Eric Rescorla writes:
badra@xxxxxxxx writes:
In EAP-TLS, an implementation of TLS for Wireless LAN and later for WiMAX,
the client is authenticated based on the certificate's use. This is the
initial motivation of this work.

Yes, but I don't think this really explains why the certificate
needs to be kept secret or why the double handshake technique isn't
good enough.

Hi Eric,

IMHO, double handshake technique isn't good enough to many environments, especially in performance-constrained environments. In addition:

- As you cited in your early mail, double handshake needs two sets of crypto computations and 4 RTTs.
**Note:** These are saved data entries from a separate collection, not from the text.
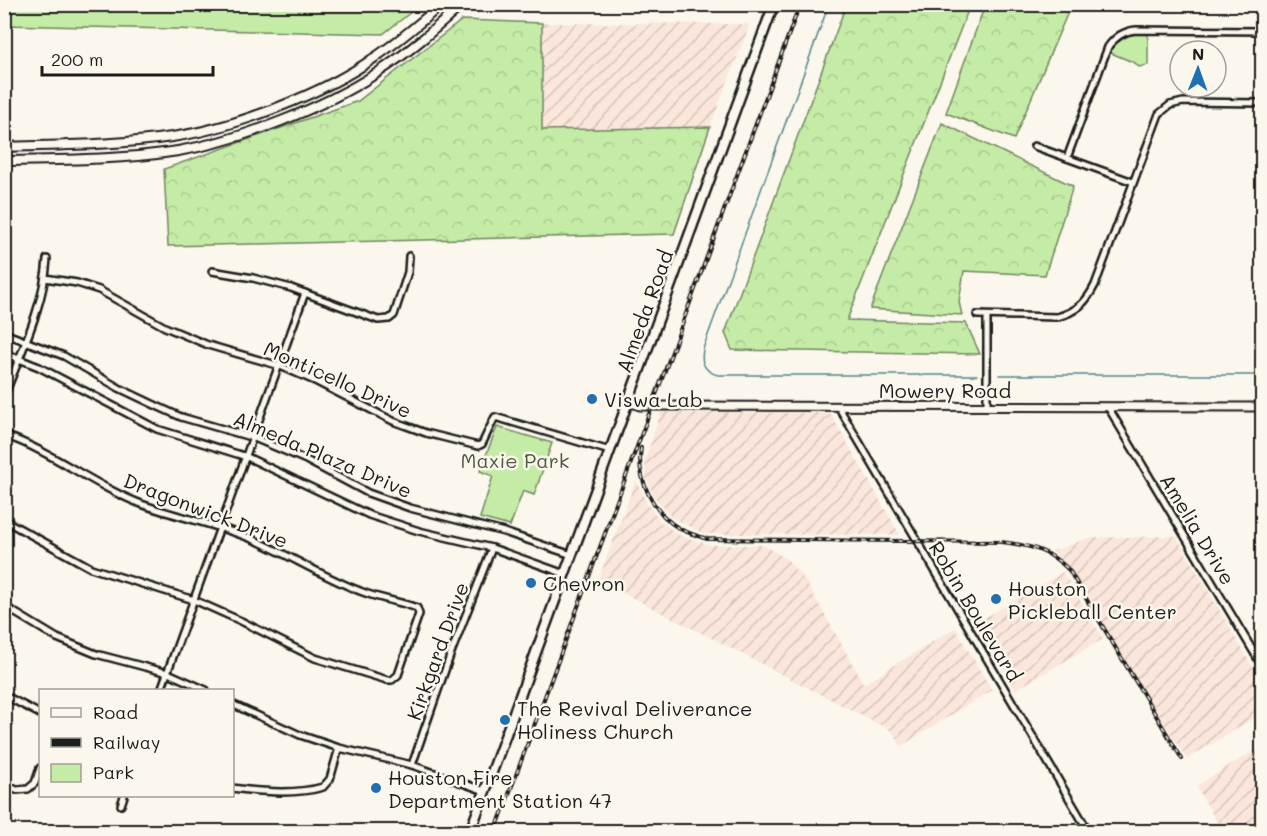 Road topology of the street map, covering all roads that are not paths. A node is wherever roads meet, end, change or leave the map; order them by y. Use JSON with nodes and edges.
{"nodes":[{"id":1,"x":442,"y":4,"type":"edge"},
{"id":2,"x":463,"y":4,"type":"edge"},
{"id":3,"x":774,"y":4,"type":"edge"},
{"id":4,"x":429,"y":15,"type":"junction"},
{"id":5,"x":437,"y":26,"type":"junction"},
{"id":6,"x":1263,"y":31,"type":"edge"},
{"id":7,"x":330,"y":83,"type":"junction"},
{"id":8,"x":336,"y":95,"type":"junction"},
{"id":9,"x":1263,"y":103,"type":"edge"},
{"id":10,"x":217,"y":127,"type":"junction"},
{"id":11,"x":221,"y":141,"type":"junction"},
{"id":12,"x":1034,"y":146,"type":"dead end"},
{"id":13,"x":8,"y":147,"type":"edge"},
{"id":14,"x":1067,"y":158,"type":"junction"},
{"id":15,"x":8,"y":161,"type":"edge"},
{"id":16,"x":1133,"y":182,"type":"junction"},
{"id":17,"x":409,"y":256,"type":"dead end"},
{"id":18,"x":47,"y":259,"type":"dead end"},
{"id":19,"x":212,"y":271,"type":"dead end"},
{"id":20,"x":45,"y":278,"type":"junction"},
{"id":21,"x":305,"y":294,"type":"junction"},
{"id":22,"x":977,"y":315,"type":"dead end"},
{"id":23,"x":987,"y":316,"type":"junction"},
{"id":24,"x":4,"y":333,"type":"edge"},
{"id":25,"x":25,"y":340,"type":"junction"},
{"id":26,"x":4,"y":353,"type":"edge"},
{"id":27,"x":19,"y":358,"type":"junction"},
{"id":28,"x":280,"y":366,"type":"junction"},
{"id":29,"x":4,"y":397,"type":"edge"},
{"id":30,"x":628,"y":402,"type":"junction"},
{"id":31,"x":838,"y":406,"type":"junction"},
{"id":32,"x":987,"y":406,"type":"junction"},
{"id":33,"x":1108,"y":407,"type":"junction"},
{"id":34,"x":1263,"y":407,"type":"edge"},
{"id":35,"x":4,"y":435,"type":"edge"},
{"id":36,"x":254,"y":438,"type":"junction"},
{"id":37,"x":610,"y":451,"type":"junction"},
{"id":38,"x":247,"y":457,"type":"junction"},
{"id":39,"x":4,"y":520,"type":"edge"},
{"id":40,"x":220,"y":527,"type":"junction"},
{"id":41,"x":492,"y":548,"type":"junction"},
{"id":42,"x":572,"y":555,"type":"junction"},
{"id":43,"x":565,"y":574,"type":"junction"},
{"id":44,"x":194,"y":600,"type":"junction"},
{"id":45,"x":4,"y":606,"type":"edge"},
{"id":46,"x":1263,"y":666,"type":"edge"},
{"id":47,"x":168,"y":674,"type":"junction"},
{"id":48,"x":161,"y":689,"type":"edge"},
{"id":49,"x":204,"y":689,"type":"edge"},
{"id":50,"x":4,"y":696,"type":"edge"},
{"id":51,"x":234,"y":705,"type":"edge"},
{"id":52,"x":39,"y":714,"type":"edge"},
{"id":53,"x":339,"y":748,"type":"junction"},
{"id":54,"x":412,"y":765,"type":"junction"},
{"id":55,"x":39,"y":771,"type":"edge"},
{"id":56,"x":4,"y":783,"type":"edge"},
{"id":57,"x":234,"y":788,"type":"edge"},
{"id":58,"x":485,"y":791,"type":"junction"},
{"id":59,"x":123,"y":797,"type":"edge"},
{"id":60,"x":121,"y":805,"type":"dead end"},
{"id":61,"x":470,"y":831,"type":"edge"},
{"id":62,"x":1089,"y":831,"type":"edge"}],
"edges":[{"from":1,"to":4,"type":"main road"},
{"from":2,"to":5,"type":"main road"},
{"from":3,"to":30,"type":"main road","name":"Almeda Road"},
{"from":4,"to":5,"type":"main road"},
{"from":4,"to":7,"type":"main road"},
{"from":5,"to":8,"type":"main road"},
{"from":6,"to":14,"type":"street"},
{"from":7,"to":8,"type":"main road"},
{"from":7,"to":10,"type":"main road"},
{"from":8,"to":11,"type":"main road"},
{"from":9,"to":16,"type":"street"},
{"from":10,"to":11,"type":"main road"},
{"from":10,"to":13,"type":"main road"},
{"from":11,"to":15,"type":"main road"},
{"from":12,"to":14,"type":"street"},
{"from":13,"to":15,"type":"main road"},
{"from":14,"to":16,"type":"street"},
{"from":16,"to":23,"type":"street"},
{"from":17,"to":21,"type":"street"},
{"from":18,"to":20,"type":"street"},
{"from":19,"to":21,"type":"street"},
{"from":20,"to":25,"type":"street"},
{"from":20,"to":28,"type":"street","name":"Monticello Drive"},
{"from":21,"to":28,"type":"street"},
{"from":22,"to":23,"type":"street"},
{"from":23,"to":32,"type":"street"},
{"from":24,"to":25,"type":"street","name":"Almeda Plaza Drive"},
{"from":25,"to":27,"type":"street"},
{"from":25,"to":36,"type":"street","name":"Almeda Plaza Drive"},
{"from":26,"to":27,"type":"street","name":"Almeda Plaza Drive"},
{"from":27,"to":29,"type":"street"},
{"from":27,"to":38,"type":"street","name":"Almeda Plaza Drive"},
{"from":28,"to":36,"type":"street"},
{"from":28,"to":37,"type":"street","name":"Monticello Drive"},
{"from":30,"to":31,"type":"street","name":"Mowery Road"},
{"from":30,"to":37,"type":"main road","name":"Almeda Road"},
{"from":31,"to":32,"type":"street","name":"Mowery Road"},
{"from":31,"to":62,"type":"street","name":"Robin Boulevard"},
{"from":32,"to":33,"type":"street","name":"Mowery Road"},
{"from":33,"to":34,"type":"street","name":"Mowery Road"},
{"from":33,"to":46,"type":"street","name":"Amelia Drive"},
{"from":35,"to":40,"type":"street","name":"Dragonwick Drive"},
{"from":36,"to":38,"type":"street"},
{"from":36,"to":42,"type":"street","name":"Almeda Plaza Drive"},
{"from":37,"to":42,"type":"main road","name":"Almeda Road"},
{"from":38,"to":40,"type":"street"},
{"from":38,"to":41,"type":"street","name":"Almeda Plaza Drive"},
{"from":39,"to":44,"type":"street"},
{"from":40,"to":44,"type":"street"},
{"from":40,"to":44,"type":"street","name":"Dragonwick Drive"},
{"from":41,"to":43,"type":"street","name":"Almeda Plaza Drive"},
{"from":41,"to":54,"type":"street","name":"Kirkgard Drive"},
{"from":42,"to":43,"type":"main road","name":"Almeda Road"},
{"from":43,"to":58,"type":"main road","name":"Almeda Road"},
{"from":44,"to":47,"type":"street"},
{"from":45,"to":47,"type":"street"},
{"from":47,"to":48,"type":"street"},
{"from":47,"to":49,"type":"street"},
{"from":50,"to":52,"type":"street"},
{"from":51,"to":53,"type":"street"},
{"from":53,"to":54,"type":"street"},
{"from":53,"to":57,"type":"street"},
{"from":54,"to":58,"type":"street"},
{"from":55,"to":56,"type":"street"},
{"from":58,"to":61,"type":"main road","name":"Almeda Road"},
{"from":59,"to":60,"type":"street"}]} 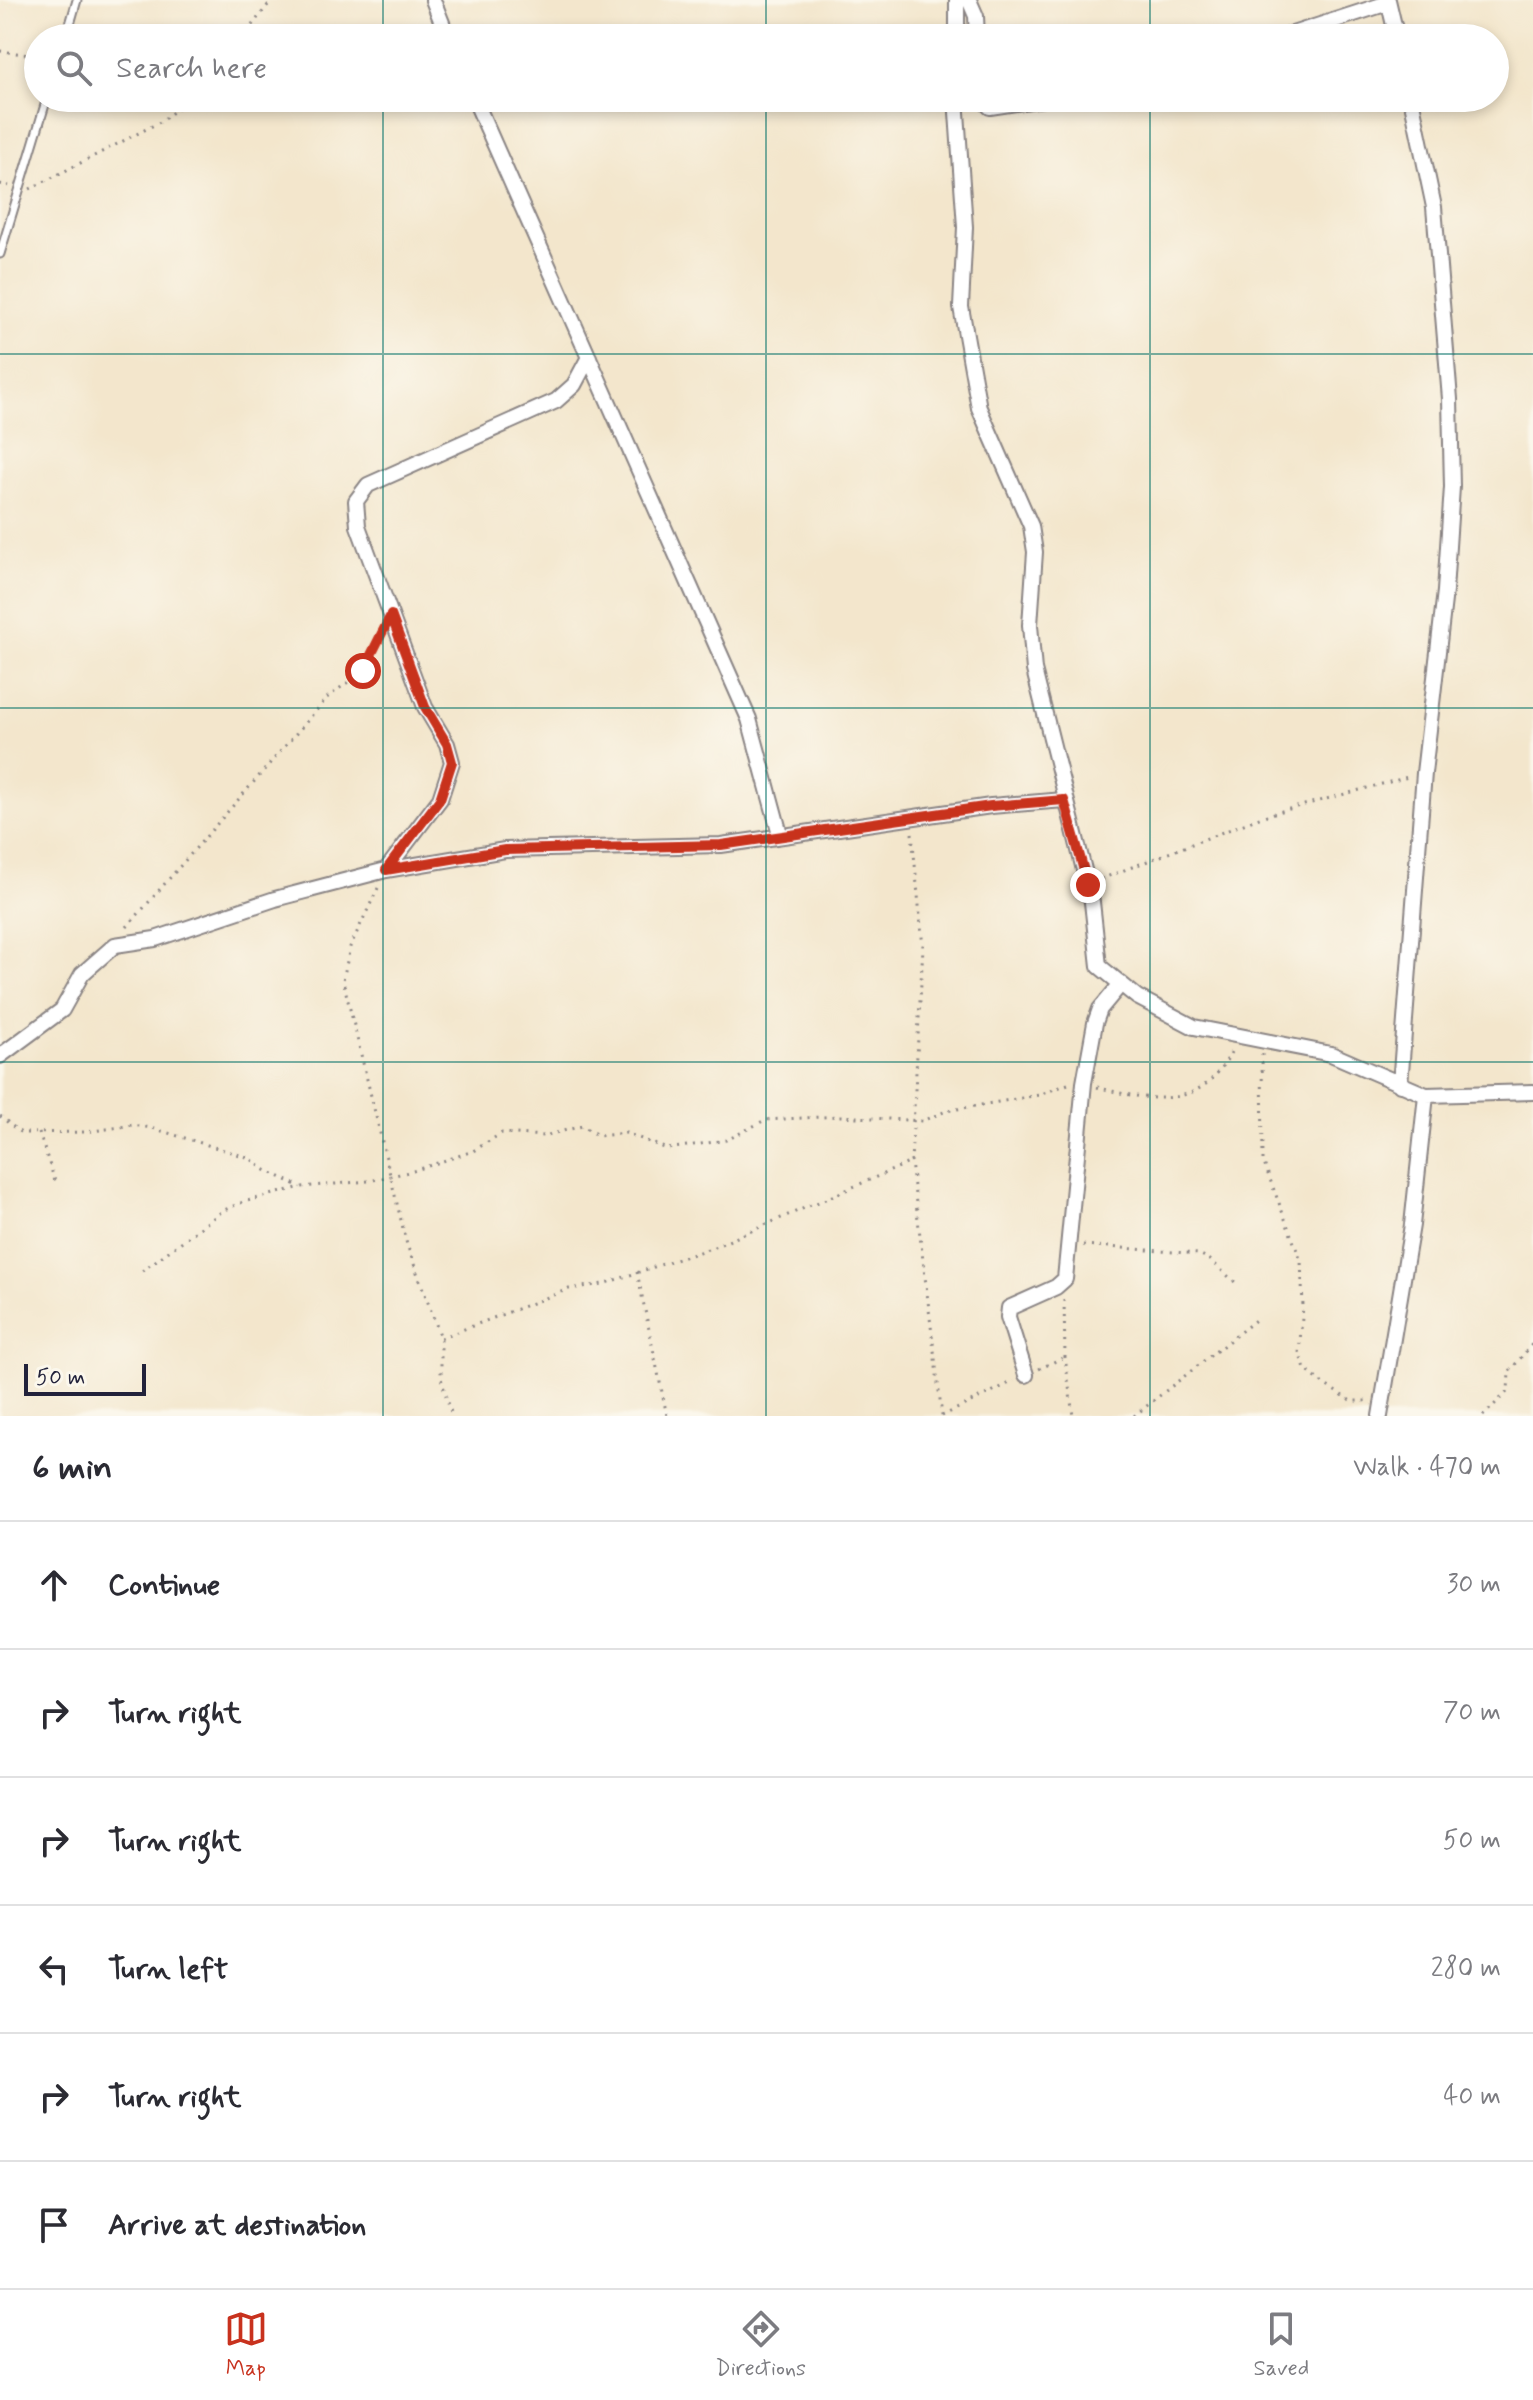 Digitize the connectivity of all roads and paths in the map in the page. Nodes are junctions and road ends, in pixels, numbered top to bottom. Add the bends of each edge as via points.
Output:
1 (77, 0) edge
2 (272, 0) edge
3 (433, 0) edge
4 (957, 0) edge
5 (969, 0) edge
6 (1388, 1) edge
7 (70, 24) edge
8 (253, 24) edge
9 (442, 24) edge
10 (957, 24) edge
11 (976, 24) edge
12 (1321, 24) edge
13 (1394, 24) edge
14 (0, 51) edge
15 (24, 54) edge
16 (43, 112) edge
17 (173, 112) edge
18 (480, 112) edge
19 (957, 112) edge
20 (1414, 112) edge
21 (19, 194) junction
22 (0, 254) edge
23 (589, 357) junction
24 (391, 615) junction
25 (1424, 773) junction
26 (1064, 800) junction
27 (911, 817) junction
28 (780, 834) junction
29 (386, 870) junction
30 (1088, 885) junction
31 (127, 927) dead end
32 (1120, 985) junction
33 (1237, 1037) junction
34 (1263, 1039) junction
35 (0, 1056) edge
36 (1085, 1080) junction
37 (1400, 1085) junction
38 (1533, 1092) edge
39 (1426, 1095) junction
40 (0, 1116) edge
41 (916, 1120) junction
42 (39, 1133) junction
43 (911, 1162) junction
44 (388, 1175) junction
45 (56, 1184) dead end
46 (301, 1187) junction
47 (1070, 1244) junction
48 (142, 1271) dead end
49 (637, 1272) junction
50 (1065, 1279) junction
51 (1236, 1283) dead end
52 (1258, 1318) dead end
53 (441, 1338) junction
54 (1533, 1343) edge
55 (1065, 1357) junction
56 (1026, 1375) junction
57 (1381, 1408) edge
58 (452, 1416) edge
59 (667, 1416) edge
60 (942, 1416) edge
61 (1073, 1416) edge
62 (1134, 1416) edge
63 (1483, 1416) edge

1 - 7 lane
2 - 8 path
3 - 9 street
4 - 10 street
5 - 11 street
6 - 12 street
6 - 13 street
14 - 15 path
16 - 21 lane
17 - 21 path via 60,177
18 - 23 street
19 - 26 street via 965,227 961,307 979,408 1031,526 1031,656
20 - 25 street via 1434,207 1452,487
21 - 22 lane
23 - 24 street via 574,385 556,401 362,490 355,512 358,526
23 - 28 street via 749,719
24 - 29 street via 452,762 440,799
24 - 31 path via 363,671 328,697
25 - 30 path via 1267,815
25 - 37 street
26 - 27 street
26 - 30 street
27 - 28 street
27 - 41 path via 923,947
28 - 29 street via 721,845 505,850
29 - 35 street via 155,939 115,945 82,974 62,1010
29 - 44 path via 350,947 343,980
30 - 32 street via 1097,962
32 - 33 street via 1194,1027
32 - 36 street via 1099,1010
33 - 34 street
33 - 36 path via 1217,1077 1193,1093 1145,1098
34 - 37 street via 1341,1057
34 - 57 path via 1263,1161 1301,1261 1299,1353 1305,1369 1351,1401
36 - 41 path via 1039,1095
36 - 47 street
37 - 39 street
38 - 39 street
39 - 57 street via 1412,1225
40 - 42 path via 21,1133
41 - 43 path
41 - 44 path via 765,1120 727,1140 667,1149 626,1133 599,1136 582,1126 544,1136 502,1133 473,1151
42 - 45 path
42 - 46 path via 141,1126 253,1159
43 - 49 path via 714,1247
43 - 60 path
44 - 46 path
44 - 53 path
46 - 48 path via 224,1210
47 - 50 street
47 - 51 path via 1199,1254
49 - 53 path via 569,1289
49 - 59 path
50 - 55 path
50 - 56 street via 1009,1308
52 - 62 path
53 - 58 path via 441,1378
54 - 63 path via 1509,1372 1508,1391
55 - 56 path
55 - 61 path
56 - 60 path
The number of RTT significantly increases when using TLS over EAP or UDP. Moreover, the client and the server need to encrypt/decrypt the whole messages of the second handshake.

- Double handshake reduces the server performance by a factor of 2 or 3 at least.

- In the case where the client has no certificate and the server isn't configured to accept connexions from unauthenticated clients, we can't stop the TLS negotiation early. So the server is overloaded for nothing: the first handshake is already done and the sever doesn't receive a certificate from the client. In the ciphersuites approach, the server and the client can detect such configuration early during the hello phase.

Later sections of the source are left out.